Kerchache and Jacques Cartier Foundation for Contemporary Art
Artistic adviser and curator, Jacques Kerchache was an ardent supporter of the arts and worked first for their entry in the collections of major French museums. It was at his initiative led to the creation Pavillon des Sessions at the Louvre in 2001 and the Musée du Quai Branly in 2006. Jacques Kerchache also collaborated with the Fondation Cartier in many occasions, firstly on the thematic exhibitions TO FACE (1992) and being kind (1998), but also Personal exposure of Haitian artist Patrick Vilaire, Reflection on Death (1997).
Exposure voodoo
Following these collaborations, Jacques Cartier and the Fondation Kerchache wanted to organize an exhibition dedicated to voodoo statues, but the project was suspended following his death in 2001. So to mark the tenth anniversary of the death of Jacques Kerchache the Cartier Foundation has decided to reveal the fascinating and mysterious world of voodoo that was his passion throughout his life. Through exposure Voodoo, the Cartier Foundation pays tribute to this great expert and explorer famous for his eye and requiring knowledge of primitive art as contemporary art.
Art Voodoo
By the 1960s, Jacques Kerchache has recognized the aesthetic power and originality stunning statuary voodoo and its forms. At this time, during his early travels in the present Republic of Benin, the birthplace of voodoo, he begins to piece together what has become the largest collection of African sculptures, voodoo. The exhibition will present a hundred of these objects, some of which now belong to private collections.
objects of worship
voodoo sculptures, assemblages anthropomorphic ropes, bones, shells or clay, play a role in the practice of this ancient religious cult and still living off the coast of Togo west Nigeria. Covered with a thick layer of material made of earth, palm oil and powder, these sculptures exude a strange and unsettling sense of tension and apprehension. Their ambiguous aesthetic is intimately linked to their role is both to protect their owners from danger and harm persons responsible for their problems.
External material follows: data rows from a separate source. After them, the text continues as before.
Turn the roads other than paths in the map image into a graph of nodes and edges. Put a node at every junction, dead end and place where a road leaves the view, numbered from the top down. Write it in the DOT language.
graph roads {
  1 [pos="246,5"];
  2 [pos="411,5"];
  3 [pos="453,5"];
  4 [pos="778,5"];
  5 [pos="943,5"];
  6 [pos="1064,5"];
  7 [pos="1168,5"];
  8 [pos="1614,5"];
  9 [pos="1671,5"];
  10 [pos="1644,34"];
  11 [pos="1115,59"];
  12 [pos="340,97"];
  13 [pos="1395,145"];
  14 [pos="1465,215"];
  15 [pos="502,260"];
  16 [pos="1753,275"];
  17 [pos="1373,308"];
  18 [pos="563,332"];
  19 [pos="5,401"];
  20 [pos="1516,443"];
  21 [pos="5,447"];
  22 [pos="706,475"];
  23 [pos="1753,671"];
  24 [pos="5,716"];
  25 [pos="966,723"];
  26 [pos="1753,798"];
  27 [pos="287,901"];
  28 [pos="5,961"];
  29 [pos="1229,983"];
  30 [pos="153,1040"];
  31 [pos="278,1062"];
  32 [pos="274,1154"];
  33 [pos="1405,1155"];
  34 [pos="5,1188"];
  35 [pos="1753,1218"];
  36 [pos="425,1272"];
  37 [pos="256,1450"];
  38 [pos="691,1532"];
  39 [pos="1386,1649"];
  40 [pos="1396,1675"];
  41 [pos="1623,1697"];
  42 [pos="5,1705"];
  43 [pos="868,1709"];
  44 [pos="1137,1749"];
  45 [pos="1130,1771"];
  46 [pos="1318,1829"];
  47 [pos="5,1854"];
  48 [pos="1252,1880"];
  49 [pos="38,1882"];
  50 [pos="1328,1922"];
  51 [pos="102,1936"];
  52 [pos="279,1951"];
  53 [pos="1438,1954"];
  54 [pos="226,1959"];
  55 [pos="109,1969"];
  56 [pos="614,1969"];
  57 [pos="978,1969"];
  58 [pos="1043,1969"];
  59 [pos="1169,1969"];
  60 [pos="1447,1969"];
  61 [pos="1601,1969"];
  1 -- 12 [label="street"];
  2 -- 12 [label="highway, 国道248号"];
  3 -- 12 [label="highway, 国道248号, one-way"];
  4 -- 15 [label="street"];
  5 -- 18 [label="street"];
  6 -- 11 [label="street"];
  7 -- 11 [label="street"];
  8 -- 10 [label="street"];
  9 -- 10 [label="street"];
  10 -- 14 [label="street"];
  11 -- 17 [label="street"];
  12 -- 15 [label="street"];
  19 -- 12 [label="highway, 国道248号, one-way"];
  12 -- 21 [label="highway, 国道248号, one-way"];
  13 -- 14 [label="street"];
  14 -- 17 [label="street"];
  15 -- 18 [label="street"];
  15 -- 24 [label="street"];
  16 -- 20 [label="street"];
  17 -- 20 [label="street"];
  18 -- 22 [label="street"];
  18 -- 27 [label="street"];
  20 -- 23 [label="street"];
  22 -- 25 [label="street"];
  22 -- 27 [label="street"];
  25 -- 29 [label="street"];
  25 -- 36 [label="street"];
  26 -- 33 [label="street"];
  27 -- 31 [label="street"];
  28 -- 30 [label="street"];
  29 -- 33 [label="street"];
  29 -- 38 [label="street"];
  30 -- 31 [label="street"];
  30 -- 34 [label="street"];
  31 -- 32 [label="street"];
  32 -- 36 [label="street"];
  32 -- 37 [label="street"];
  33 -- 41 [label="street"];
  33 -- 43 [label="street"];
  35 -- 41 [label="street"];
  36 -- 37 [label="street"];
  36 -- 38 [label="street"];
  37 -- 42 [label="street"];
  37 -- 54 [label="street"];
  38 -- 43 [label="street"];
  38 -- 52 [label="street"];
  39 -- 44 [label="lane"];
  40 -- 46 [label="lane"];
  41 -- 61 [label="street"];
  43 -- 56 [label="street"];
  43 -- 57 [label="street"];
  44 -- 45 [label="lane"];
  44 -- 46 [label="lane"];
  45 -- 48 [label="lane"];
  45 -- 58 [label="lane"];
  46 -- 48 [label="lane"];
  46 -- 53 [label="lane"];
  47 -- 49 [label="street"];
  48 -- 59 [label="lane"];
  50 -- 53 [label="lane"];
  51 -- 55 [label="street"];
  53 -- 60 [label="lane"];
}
By silent simplicity, exposure, suitable for meditation, let the objects speak impenetrable and reveal the mystery and beauty of statuary convulsive voodoo.
CATALOGUE PUBLISHED BY CARTIER FOUNDATION ON THE OCCASION OF THE EXHIBITION TO BENEFIT CONTRIBUTIONS OF VOODOO Suzanne Preston Blier, GABIN DJIMI MARC AUGÉ OR THE HAITIAN ARTIST PATRICK Vilaire.